Raman and X-ray diffraction data demonstrated that the 10-Å phase is compressed metastably up to 42 GPa at room conditions and that water molecules remain between the sheets, forming hydrogen bonds (Comodi et al., 2006). The effect of temperature on the pressure evolution of the 10-Å phase, Mg3Si4O10(OH)2H2O, was studied by collecting Raman spectra simultaneously at high pressure (up to 27 GPa) and high temperature (up to 776 K) in electrically heated diamond-anvil cells.
The Raman frequencies of all low-frequency modes (between 100 and 1200 cm−1) increased monotonically with pressure and slightly decreased with temperature along different isobars. The shift of the stretching bands of H2O was opposite with P and T increase: the frequency of the 3597 cm−1 mode decreased with pressure (dν/dP = −0.81 cm−1 GPa−1) and increased with temperature (dν/dT = 0.025 cm−1 K−1), whereas the frequency of the 3673 cm−1 mode increased with P (dν/dP = −1.38 cm−1 GPa−1) and decreased with T (dν/dT = −0.011 cm−1 K−1). The hydroxyl stretching frequency at 3623 cm−1 increased with both P and T.
The FWHM of the low-frequency modes, was independent from temperature and increased linearly with pressure up to 22 GPa, where Raman signals disappeared. Reversible behaviour indicated that no major reconstructive transition, such as amorphization occurred in the pressure-temperature range investigated. Temperature strongly affected the FWHM of the 3597 cm−1 mode, which disappeared at 570 K and 9 GPa, whereas at room temperature it was followed to about 12 GPa.

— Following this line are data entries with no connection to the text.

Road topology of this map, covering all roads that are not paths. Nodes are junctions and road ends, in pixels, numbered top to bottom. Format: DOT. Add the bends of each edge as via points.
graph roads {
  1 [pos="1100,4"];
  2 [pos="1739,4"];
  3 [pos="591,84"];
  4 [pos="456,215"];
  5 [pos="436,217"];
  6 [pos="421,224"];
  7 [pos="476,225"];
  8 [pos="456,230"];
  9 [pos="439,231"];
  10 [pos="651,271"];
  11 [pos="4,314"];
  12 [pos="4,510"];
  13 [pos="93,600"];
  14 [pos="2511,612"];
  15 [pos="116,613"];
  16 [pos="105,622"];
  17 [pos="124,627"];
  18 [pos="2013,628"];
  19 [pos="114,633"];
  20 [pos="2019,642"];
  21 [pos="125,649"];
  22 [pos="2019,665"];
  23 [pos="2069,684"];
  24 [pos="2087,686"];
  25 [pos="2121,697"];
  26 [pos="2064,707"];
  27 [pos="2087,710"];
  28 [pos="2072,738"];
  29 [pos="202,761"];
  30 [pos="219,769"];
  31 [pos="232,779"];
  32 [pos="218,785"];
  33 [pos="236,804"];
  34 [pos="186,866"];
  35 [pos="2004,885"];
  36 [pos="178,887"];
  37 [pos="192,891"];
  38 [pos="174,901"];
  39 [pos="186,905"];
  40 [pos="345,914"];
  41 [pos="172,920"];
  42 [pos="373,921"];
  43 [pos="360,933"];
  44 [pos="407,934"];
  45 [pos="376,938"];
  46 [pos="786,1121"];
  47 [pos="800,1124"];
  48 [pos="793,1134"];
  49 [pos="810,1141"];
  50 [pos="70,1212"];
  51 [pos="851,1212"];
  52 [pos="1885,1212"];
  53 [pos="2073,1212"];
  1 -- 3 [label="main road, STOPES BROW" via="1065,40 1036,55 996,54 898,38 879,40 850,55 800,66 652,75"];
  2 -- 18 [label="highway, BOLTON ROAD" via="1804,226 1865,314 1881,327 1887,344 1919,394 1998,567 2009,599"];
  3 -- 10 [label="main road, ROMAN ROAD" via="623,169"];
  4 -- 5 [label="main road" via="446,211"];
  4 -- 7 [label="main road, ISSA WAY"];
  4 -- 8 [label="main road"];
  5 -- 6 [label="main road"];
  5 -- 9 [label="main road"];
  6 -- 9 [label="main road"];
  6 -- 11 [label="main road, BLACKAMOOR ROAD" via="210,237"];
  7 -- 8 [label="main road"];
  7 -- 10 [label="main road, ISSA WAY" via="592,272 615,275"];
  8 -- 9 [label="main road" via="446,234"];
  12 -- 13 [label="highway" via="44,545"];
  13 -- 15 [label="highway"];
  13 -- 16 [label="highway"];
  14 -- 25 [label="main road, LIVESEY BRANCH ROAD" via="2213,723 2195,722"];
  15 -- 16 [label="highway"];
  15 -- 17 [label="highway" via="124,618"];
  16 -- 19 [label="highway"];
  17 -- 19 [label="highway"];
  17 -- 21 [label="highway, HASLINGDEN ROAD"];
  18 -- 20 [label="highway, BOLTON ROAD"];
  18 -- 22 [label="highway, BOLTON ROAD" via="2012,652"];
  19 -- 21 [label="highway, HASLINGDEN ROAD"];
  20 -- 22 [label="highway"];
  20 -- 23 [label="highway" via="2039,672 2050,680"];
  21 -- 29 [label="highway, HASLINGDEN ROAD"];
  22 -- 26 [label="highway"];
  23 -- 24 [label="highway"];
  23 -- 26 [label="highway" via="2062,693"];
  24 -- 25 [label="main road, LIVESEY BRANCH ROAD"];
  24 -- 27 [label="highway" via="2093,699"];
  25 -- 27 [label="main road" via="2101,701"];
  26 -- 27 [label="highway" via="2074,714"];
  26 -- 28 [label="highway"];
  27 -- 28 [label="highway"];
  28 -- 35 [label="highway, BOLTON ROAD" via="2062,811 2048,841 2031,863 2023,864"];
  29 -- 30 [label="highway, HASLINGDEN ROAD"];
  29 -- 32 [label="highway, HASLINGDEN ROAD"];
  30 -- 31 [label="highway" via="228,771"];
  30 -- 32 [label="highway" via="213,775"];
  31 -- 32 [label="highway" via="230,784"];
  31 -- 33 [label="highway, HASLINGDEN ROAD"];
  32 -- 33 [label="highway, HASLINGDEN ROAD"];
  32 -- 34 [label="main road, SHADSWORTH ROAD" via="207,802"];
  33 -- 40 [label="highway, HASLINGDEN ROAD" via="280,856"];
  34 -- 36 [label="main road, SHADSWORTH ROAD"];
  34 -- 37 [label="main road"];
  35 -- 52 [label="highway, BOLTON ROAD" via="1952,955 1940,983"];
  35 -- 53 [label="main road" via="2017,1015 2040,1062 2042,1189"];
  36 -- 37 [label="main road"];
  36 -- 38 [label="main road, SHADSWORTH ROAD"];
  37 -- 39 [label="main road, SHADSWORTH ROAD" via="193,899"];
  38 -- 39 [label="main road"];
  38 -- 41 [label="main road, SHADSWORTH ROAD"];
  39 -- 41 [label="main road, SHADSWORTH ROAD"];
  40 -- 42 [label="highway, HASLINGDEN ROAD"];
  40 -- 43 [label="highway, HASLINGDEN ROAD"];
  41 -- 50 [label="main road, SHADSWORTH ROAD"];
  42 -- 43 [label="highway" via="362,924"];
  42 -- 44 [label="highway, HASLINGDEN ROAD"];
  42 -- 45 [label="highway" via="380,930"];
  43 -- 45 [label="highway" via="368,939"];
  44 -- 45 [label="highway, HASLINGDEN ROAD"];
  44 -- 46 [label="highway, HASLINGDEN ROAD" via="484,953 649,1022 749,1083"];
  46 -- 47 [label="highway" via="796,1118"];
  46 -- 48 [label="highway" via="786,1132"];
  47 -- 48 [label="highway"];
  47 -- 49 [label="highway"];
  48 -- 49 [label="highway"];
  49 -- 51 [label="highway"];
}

The broadening of the OH-stretching was modelled with a progressive pressure-induced H disordering as observed in other hydrous minerals. Thus the 10-Å phase should undergo to an order-disorder phase transition at 12 GPa and room temperature. The increase of temperature reduced the pressure at which the transition occurred.
The measured mode shifts were used to determine isothermal and isobaric Gruneisen mode parameters, which were significantly higher than those of talc. The low values of the average calculated intrinsic anharmonic parameters, 〈ai〉, of 0.52×10−5 K−1, indicated that a quasi-harmonic vibrational model may be used to describe the thermochemical properties of the 10-Å phase.
HP-HT Raman spectra indicate that the 10-Å phase can host water at high P/T gradients and that it is a good candidate to transfer water in the mantle beyond the antigorite stability field.